Jaewook Lee insiste beaucoup sur ce point dans son essai sur le rythme et la couleur, il existe des effets rétroactifs du présent sur le passé. Il existe des gestes, des pensées, des ouvertures qui vont modifier le regard et l’interprétation de certains éléments du passé : phénomènes qui deviennent plus compréhensibles, œuvres que l’on lit autrement, actions de l’on évalue d’une manière nouvelle, image globale d’un phénomène qui redevient visible.

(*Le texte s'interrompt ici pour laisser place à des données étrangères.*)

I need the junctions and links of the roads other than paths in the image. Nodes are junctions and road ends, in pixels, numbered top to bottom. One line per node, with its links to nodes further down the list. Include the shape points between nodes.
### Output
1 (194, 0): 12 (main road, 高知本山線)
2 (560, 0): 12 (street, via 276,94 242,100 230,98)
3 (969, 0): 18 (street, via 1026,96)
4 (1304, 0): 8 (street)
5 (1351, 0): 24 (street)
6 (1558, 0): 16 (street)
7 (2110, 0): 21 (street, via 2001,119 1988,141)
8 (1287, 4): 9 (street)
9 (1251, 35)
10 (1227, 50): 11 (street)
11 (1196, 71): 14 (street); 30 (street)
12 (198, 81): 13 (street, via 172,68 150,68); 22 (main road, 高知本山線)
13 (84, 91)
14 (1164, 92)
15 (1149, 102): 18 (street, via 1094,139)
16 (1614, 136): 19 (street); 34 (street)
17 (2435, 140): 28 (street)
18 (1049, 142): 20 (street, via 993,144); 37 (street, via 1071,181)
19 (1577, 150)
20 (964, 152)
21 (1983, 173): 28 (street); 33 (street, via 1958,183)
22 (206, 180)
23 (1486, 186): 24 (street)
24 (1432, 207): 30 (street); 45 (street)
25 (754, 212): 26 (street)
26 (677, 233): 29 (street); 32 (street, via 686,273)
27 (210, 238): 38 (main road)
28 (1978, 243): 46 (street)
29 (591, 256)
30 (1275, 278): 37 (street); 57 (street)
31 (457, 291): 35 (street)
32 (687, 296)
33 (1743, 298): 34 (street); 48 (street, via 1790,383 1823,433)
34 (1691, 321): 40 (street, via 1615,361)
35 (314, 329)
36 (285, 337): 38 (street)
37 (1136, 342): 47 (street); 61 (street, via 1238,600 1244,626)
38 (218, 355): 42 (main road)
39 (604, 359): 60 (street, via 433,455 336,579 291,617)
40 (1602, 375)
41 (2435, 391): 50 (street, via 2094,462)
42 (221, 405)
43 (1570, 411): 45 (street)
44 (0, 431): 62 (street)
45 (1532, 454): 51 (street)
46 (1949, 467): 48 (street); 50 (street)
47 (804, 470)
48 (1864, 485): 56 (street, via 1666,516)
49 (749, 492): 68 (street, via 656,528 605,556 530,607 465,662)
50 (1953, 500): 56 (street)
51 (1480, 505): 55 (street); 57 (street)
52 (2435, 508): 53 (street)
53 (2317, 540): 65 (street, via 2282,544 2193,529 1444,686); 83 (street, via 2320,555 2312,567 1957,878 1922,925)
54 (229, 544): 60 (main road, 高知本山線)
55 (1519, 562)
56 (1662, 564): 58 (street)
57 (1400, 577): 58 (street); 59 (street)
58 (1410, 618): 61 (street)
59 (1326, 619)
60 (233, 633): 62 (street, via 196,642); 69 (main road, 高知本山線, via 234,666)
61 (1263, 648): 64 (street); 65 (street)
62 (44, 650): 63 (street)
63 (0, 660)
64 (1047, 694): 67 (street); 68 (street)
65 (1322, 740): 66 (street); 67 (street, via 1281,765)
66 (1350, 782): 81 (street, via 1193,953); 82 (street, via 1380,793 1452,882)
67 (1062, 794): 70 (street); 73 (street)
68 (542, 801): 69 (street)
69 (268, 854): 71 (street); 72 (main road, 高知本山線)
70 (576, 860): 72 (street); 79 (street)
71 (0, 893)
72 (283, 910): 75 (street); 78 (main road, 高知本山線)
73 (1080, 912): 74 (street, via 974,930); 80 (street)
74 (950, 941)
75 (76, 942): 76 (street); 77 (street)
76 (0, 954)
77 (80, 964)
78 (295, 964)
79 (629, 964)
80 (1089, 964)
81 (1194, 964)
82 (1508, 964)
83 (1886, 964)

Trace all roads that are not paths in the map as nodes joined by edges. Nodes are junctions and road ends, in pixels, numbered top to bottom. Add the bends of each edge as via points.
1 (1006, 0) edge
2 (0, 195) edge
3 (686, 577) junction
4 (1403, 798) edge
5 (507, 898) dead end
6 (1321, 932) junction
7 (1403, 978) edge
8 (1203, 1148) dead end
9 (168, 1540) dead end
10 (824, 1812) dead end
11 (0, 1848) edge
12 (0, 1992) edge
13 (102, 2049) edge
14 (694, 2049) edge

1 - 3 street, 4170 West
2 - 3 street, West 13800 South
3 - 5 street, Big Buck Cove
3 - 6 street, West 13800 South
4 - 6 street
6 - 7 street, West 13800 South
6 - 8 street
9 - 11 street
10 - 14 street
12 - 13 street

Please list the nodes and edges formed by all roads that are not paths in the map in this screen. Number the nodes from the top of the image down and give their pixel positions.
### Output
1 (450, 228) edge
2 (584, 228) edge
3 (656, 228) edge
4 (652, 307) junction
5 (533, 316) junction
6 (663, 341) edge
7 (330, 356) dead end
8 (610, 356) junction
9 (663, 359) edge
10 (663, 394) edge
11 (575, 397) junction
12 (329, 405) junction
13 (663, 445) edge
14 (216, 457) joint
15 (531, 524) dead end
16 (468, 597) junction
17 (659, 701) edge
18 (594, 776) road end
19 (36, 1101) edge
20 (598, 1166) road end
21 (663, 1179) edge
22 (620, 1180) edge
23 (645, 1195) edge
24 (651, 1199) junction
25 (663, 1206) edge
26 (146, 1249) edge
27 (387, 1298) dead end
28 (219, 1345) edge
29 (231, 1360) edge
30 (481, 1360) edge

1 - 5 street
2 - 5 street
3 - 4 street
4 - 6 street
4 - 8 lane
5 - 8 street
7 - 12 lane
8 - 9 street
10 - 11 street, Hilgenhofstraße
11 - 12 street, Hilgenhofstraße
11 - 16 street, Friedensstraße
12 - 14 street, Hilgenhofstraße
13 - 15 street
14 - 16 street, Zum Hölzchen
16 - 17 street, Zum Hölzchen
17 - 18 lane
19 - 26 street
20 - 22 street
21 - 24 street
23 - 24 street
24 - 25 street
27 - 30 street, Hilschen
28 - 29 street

Le nouveau n’est pas ce qui change entre hier et aujourd’hui mais ce qui, apparaissant aujourd’hui, permet de reconsidérer un ensemble de faits ou de phénomènes existant ou ayant existé. Il s’agit donc ici de rien moins que de faire exister dans le champ de ce que l’on nomme art, des éléments acquis dans les domaines les plus actuels des sciences celles qui traitent du cerveau en particulier et de les convertir en éléments d’un autre type, partageables entre autres choses, à travers la multiplicités des sens.

Ainsi la mise en relation de Messiaen et de Remediso Varo constitue une tentative de prolonger un a priori favorable pour la synesthésie en une démarche de création de formes qui ne soit pas création de formes « dures ».
Dessins, vidéo, musique, improvisation musicale, débats et installation sculpturale : tout ici concourt à ce que l’œuvre soit elle-même transdisciplinaire. Il y a plus. En confrontant des temps et des œuvres apparemment si différents, ce projet met en place une boucle de rétroaction dont il faut tenter ici l’interprétation.
Une boucle de rétroaction est un mouvement de la pensée qui conduit à revisiter certains aspects relevant du « passé » ou plus exactement à les réinterpréter et à la reconsidérer à les réévaluer en fonction de découvertes actuelles ou de modifications des jauges de la croyance dans le dispositif de la conscience.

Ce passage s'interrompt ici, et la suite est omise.